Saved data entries
★ ★ ★ ★ ★ ★ ★

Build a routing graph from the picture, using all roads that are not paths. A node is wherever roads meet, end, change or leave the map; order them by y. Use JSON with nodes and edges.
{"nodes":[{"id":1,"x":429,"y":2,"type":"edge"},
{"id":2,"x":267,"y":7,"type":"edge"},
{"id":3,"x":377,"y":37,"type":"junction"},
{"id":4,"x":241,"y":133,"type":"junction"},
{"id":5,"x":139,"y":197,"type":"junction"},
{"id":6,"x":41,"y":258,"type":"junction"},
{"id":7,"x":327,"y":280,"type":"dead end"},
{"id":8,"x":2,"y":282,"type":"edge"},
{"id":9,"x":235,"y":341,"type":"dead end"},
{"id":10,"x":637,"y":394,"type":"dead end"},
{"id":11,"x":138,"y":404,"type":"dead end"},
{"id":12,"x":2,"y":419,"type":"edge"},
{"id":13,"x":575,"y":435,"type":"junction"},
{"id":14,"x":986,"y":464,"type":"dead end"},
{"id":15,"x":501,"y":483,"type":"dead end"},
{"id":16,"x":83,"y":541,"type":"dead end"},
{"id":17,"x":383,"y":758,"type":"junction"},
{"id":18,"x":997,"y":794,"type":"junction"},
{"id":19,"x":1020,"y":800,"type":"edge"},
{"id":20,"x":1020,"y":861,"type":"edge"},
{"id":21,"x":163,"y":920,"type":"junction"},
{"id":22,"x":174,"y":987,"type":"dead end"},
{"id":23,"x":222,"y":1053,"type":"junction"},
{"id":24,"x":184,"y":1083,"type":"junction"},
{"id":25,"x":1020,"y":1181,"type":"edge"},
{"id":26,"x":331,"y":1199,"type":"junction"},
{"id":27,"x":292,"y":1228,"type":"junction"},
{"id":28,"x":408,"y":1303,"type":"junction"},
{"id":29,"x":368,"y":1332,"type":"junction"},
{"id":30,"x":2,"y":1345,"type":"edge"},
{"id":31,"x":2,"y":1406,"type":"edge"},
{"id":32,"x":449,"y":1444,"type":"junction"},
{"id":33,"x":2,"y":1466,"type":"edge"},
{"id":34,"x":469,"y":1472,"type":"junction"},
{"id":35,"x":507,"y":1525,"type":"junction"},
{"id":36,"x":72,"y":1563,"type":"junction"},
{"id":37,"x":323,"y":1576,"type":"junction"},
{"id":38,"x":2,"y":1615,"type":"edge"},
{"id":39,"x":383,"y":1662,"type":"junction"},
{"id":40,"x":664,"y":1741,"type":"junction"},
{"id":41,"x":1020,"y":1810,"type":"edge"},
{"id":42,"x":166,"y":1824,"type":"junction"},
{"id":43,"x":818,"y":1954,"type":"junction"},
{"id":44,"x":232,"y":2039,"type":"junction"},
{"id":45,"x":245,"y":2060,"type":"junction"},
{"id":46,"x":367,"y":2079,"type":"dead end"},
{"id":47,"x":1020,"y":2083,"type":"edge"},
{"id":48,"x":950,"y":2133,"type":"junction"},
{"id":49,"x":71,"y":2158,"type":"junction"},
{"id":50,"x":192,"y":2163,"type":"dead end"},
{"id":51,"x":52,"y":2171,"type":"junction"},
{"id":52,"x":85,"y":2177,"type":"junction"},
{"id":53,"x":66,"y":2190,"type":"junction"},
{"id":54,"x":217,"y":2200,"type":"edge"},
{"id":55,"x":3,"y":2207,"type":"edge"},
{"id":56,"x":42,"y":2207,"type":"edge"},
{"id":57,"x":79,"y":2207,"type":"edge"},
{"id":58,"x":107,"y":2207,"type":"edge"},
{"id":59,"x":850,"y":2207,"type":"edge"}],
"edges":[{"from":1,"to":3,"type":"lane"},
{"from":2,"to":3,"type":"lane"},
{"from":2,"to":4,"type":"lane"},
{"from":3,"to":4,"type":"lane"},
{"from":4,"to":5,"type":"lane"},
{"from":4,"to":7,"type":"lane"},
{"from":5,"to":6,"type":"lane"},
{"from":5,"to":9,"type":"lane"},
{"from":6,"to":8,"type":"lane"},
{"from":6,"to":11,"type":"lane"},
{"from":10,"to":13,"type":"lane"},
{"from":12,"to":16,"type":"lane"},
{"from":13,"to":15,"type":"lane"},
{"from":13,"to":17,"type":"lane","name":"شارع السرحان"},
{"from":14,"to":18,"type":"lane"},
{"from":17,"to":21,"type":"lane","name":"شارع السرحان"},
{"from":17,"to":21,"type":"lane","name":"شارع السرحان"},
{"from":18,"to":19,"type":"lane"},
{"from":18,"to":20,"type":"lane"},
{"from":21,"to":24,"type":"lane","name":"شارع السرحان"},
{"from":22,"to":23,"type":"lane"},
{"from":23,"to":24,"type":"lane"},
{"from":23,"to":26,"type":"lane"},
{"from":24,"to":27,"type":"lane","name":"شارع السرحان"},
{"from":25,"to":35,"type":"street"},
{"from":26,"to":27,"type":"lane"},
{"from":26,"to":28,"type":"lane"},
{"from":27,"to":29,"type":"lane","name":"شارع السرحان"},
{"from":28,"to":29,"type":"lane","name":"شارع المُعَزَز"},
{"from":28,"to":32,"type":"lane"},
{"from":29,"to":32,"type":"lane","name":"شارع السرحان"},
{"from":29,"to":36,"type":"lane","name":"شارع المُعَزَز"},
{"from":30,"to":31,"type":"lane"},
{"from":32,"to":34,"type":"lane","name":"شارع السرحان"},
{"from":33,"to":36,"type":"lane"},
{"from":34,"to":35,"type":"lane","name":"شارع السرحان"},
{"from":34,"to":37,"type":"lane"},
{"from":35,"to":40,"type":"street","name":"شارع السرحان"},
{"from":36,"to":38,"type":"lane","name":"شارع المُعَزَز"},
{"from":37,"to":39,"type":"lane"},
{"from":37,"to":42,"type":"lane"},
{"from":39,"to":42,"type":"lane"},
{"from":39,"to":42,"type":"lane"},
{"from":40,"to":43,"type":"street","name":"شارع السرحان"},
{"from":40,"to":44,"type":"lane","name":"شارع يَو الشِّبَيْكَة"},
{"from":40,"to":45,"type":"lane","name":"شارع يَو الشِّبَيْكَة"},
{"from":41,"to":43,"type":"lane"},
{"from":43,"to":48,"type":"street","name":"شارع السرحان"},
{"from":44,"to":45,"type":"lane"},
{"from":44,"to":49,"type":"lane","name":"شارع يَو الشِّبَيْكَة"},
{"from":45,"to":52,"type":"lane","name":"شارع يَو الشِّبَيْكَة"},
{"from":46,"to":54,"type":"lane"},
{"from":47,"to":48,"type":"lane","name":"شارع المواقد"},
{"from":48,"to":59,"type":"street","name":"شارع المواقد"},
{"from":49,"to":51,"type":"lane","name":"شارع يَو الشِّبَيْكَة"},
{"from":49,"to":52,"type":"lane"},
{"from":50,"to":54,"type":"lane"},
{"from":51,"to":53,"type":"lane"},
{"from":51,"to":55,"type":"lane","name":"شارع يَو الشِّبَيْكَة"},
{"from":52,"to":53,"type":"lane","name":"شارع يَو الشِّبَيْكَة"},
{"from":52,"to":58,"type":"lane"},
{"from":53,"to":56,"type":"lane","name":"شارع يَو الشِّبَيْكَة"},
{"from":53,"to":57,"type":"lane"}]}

★ ★ ★ ★ ★ ★ ★

To do
In how many lines of the records does the word "street" appear? Reply with the number only.

Result of the exercise
5